══ Data under study ══

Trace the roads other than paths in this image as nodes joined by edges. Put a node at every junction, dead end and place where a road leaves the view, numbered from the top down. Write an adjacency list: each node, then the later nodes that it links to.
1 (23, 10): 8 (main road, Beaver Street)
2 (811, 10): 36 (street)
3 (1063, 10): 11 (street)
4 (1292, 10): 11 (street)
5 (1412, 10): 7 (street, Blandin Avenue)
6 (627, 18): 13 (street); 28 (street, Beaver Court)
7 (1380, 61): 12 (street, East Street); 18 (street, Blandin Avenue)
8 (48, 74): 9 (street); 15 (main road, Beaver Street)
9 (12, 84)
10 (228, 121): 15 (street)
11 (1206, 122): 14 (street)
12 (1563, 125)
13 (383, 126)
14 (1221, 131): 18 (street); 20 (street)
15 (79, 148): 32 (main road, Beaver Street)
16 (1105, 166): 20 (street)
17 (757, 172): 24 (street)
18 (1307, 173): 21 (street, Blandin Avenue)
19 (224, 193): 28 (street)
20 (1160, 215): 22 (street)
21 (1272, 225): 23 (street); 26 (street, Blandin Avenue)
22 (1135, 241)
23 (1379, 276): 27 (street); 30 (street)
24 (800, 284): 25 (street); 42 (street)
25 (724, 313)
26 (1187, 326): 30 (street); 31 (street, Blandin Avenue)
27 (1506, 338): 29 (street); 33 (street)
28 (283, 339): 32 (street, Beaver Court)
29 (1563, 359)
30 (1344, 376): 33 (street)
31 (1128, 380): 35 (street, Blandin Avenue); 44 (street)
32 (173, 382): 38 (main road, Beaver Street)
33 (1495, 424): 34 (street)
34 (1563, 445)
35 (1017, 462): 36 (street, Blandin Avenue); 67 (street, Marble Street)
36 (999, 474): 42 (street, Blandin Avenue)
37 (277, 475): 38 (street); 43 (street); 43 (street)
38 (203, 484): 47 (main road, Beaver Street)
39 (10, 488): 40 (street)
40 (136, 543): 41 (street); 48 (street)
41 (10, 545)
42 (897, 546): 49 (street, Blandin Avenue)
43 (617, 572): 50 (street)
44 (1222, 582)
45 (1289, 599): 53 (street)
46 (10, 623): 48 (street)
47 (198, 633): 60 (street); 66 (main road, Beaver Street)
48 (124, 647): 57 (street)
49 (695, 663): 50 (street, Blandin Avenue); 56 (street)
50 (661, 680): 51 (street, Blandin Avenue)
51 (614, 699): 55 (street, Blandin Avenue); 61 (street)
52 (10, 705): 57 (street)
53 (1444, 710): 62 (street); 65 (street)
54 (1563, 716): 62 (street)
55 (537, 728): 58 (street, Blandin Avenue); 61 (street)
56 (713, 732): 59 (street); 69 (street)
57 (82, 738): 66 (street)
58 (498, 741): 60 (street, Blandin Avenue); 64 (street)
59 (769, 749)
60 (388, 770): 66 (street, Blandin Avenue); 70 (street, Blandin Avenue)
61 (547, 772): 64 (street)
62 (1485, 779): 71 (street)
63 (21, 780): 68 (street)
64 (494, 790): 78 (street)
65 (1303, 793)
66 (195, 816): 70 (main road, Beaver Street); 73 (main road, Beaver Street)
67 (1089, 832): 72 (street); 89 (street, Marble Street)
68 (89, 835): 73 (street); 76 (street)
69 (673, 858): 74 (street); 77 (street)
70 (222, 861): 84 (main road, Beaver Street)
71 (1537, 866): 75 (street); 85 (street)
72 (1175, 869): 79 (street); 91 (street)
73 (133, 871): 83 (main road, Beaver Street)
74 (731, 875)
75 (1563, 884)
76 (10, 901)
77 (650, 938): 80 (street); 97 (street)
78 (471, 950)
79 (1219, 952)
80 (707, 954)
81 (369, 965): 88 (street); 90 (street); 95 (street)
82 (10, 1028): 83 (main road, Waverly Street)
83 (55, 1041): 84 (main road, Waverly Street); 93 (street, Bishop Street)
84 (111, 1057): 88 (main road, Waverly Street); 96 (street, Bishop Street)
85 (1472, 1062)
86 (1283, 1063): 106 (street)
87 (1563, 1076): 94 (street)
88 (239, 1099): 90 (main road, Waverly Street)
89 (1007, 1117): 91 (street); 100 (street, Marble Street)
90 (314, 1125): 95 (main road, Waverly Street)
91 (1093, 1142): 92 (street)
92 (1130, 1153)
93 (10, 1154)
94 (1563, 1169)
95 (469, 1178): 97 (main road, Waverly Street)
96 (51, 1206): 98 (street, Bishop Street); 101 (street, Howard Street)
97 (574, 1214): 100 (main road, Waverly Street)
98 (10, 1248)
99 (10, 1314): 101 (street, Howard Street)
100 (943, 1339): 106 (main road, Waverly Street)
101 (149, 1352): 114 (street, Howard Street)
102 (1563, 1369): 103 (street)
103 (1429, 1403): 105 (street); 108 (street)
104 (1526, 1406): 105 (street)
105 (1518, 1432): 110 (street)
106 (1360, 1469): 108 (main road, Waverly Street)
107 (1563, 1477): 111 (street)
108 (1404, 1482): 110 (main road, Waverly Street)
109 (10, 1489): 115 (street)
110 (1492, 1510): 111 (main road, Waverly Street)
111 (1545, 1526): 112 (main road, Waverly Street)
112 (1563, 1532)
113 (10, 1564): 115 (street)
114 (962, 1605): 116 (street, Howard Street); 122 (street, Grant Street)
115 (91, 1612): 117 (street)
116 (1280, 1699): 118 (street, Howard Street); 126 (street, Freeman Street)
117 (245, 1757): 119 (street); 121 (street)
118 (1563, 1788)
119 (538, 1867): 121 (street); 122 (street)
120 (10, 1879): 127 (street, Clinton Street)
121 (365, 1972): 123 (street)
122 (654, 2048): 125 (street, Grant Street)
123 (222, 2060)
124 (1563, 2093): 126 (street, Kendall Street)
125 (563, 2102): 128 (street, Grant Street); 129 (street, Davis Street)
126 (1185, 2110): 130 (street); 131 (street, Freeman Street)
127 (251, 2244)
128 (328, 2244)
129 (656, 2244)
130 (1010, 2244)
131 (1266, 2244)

═══

The whole listing above should be copied out exactly.

- **Output of the task**:
Trace the roads other than paths in this image as nodes joined by edges. Put a node at every junction, dead end and place where a road leaves the view, numbered from the top down. Write an adjacency list: each node, then the later nodes that it links to.
1 (23, 10): 8 (main road, Beaver Street)
2 (811, 10): 36 (street)
3 (1063, 10): 11 (street)
4 (1292, 10): 11 (street)
5 (1412, 10): 7 (street, Blandin Avenue)
6 (627, 18): 13 (street); 28 (street, Beaver Court)
7 (1380, 61): 12 (street, East Street); 18 (street, Blandin Avenue)
8 (48, 74): 9 (street); 15 (main road, Beaver Street)
9 (12, 84)
10 (228, 121): 15 (street)
11 (1206, 122): 14 (street)
12 (1563, 125)
13 (383, 126)
14 (1221, 131): 18 (street); 20 (street)
15 (79, 148): 32 (main road, Beaver Street)
16 (1105, 166): 20 (street)
17 (757, 172): 24 (street)
18 (1307, 173): 21 (street, Blandin Avenue)
19 (224, 193): 28 (street)
20 (1160, 215): 22 (street)
21 (1272, 225): 23 (street); 26 (street, Blandin Avenue)
22 (1135, 241)
23 (1379, 276): 27 (street); 30 (street)
24 (800, 284): 25 (street); 42 (street)
25 (724, 313)
26 (1187, 326): 30 (street); 31 (street, Blandin Avenue)
27 (1506, 338): 29 (street); 33 (street)
28 (283, 339): 32 (street, Beaver Court)
29 (1563, 359)
30 (1344, 376): 33 (street)
31 (1128, 380): 35 (street, Blandin Avenue); 44 (street)
32 (173, 382): 38 (main road, Beaver Street)
33 (1495, 424): 34 (street)
34 (1563, 445)
35 (1017, 462): 36 (street, Blandin Avenue); 67 (street, Marble Street)
36 (999, 474): 42 (street, Blandin Avenue)
37 (277, 475): 38 (street); 43 (street); 43 (street)
38 (203, 484): 47 (main road, Beaver Street)
39 (10, 488): 40 (street)
40 (136, 543): 41 (street); 48 (street)
41 (10, 545)
42 (897, 546): 49 (street, Blandin Avenue)
43 (617, 572): 50 (street)
44 (1222, 582)
45 (1289, 599): 53 (street)
46 (10, 623): 48 (street)
47 (198, 633): 60 (street); 66 (main road, Beaver Street)
48 (124, 647): 57 (street)
49 (695, 663): 50 (street, Blandin Avenue); 56 (street)
50 (661, 680): 51 (street, Blandin Avenue)
51 (614, 699): 55 (street, Blandin Avenue); 61 (street)
52 (10, 705): 57 (street)
53 (1444, 710): 62 (street); 65 (street)
54 (1563, 716): 62 (street)
55 (537, 728): 58 (street, Blandin Avenue); 61 (street)
56 (713, 732): 59 (street); 69 (street)
57 (82, 738): 66 (street)
58 (498, 741): 60 (street, Blandin Avenue); 64 (street)
59 (769, 749)
60 (388, 770): 66 (street, Blandin Avenue); 70 (street, Blandin Avenue)
61 (547, 772): 64 (street)
62 (1485, 779): 71 (street)
63 (21, 780): 68 (street)
64 (494, 790): 78 (street)
65 (1303, 793)
66 (195, 816): 70 (main road, Beaver Street); 73 (main road, Beaver Street)
67 (1089, 832): 72 (street); 89 (street, Marble Street)
68 (89, 835): 73 (street); 76 (street)
69 (673, 858): 74 (street); 77 (street)
70 (222, 861): 84 (main road, Beaver Street)
71 (1537, 866): 75 (street); 85 (street)
72 (1175, 869): 79 (street); 91 (street)
73 (133, 871): 83 (main road, Beaver Street)
74 (731, 875)
75 (1563, 884)
76 (10, 901)
77 (650, 938): 80 (street); 97 (street)
78 (471, 950)
79 (1219, 952)
80 (707, 954)
81 (369, 965): 88 (street); 90 (street); 95 (street)
82 (10, 1028): 83 (main road, Waverly Street)
83 (55, 1041): 84 (main road, Waverly Street); 93 (street, Bishop Street)
84 (111, 1057): 88 (main road, Waverly Street); 96 (street, Bishop Street)
85 (1472, 1062)
86 (1283, 1063): 106 (street)
87 (1563, 1076): 94 (street)
88 (239, 1099): 90 (main road, Waverly Street)
89 (1007, 1117): 91 (street); 100 (street, Marble Street)
90 (314, 1125): 95 (main road, Waverly Street)
91 (1093, 1142): 92 (street)
92 (1130, 1153)
93 (10, 1154)
94 (1563, 1169)
95 (469, 1178): 97 (main road, Waverly Street)
96 (51, 1206): 98 (street, Bishop Street); 101 (street, Howard Street)
97 (574, 1214): 100 (main road, Waverly Street)
98 (10, 1248)
99 (10, 1314): 101 (street, Howard Street)
100 (943, 1339): 106 (main road, Waverly Street)
101 (149, 1352): 114 (street, Howard Street)
102 (1563, 1369): 103 (street)
103 (1429, 1403): 105 (street); 108 (street)
104 (1526, 1406): 105 (street)
105 (1518, 1432): 110 (street)
106 (1360, 1469): 108 (main road, Waverly Street)
107 (1563, 1477): 111 (street)
108 (1404, 1482): 110 (main road, Waverly Street)
109 (10, 1489): 115 (street)
110 (1492, 1510): 111 (main road, Waverly Street)
111 (1545, 1526): 112 (main road, Waverly Street)
112 (1563, 1532)
113 (10, 1564): 115 (street)
114 (962, 1605): 116 (street, Howard Street); 122 (street, Grant Street)
115 (91, 1612): 117 (street)
116 (1280, 1699): 118 (street, Howard Street); 126 (street, Freeman Street)
117 (245, 1757): 119 (street); 121 (street)
118 (1563, 1788)
119 (538, 1867): 121 (street); 122 (street)
120 (10, 1879): 127 (street, Clinton Street)
121 (365, 1972): 123 (street)
122 (654, 2048): 125 (street, Grant Street)
123 (222, 2060)
124 (1563, 2093): 126 (street, Kendall Street)
125 (563, 2102): 128 (street, Grant Street); 129 (street, Davis Street)
126 (1185, 2110): 130 (street); 131 (street, Freeman Street)
127 (251, 2244)
128 (328, 2244)
129 (656, 2244)
130 (1010, 2244)
131 (1266, 2244)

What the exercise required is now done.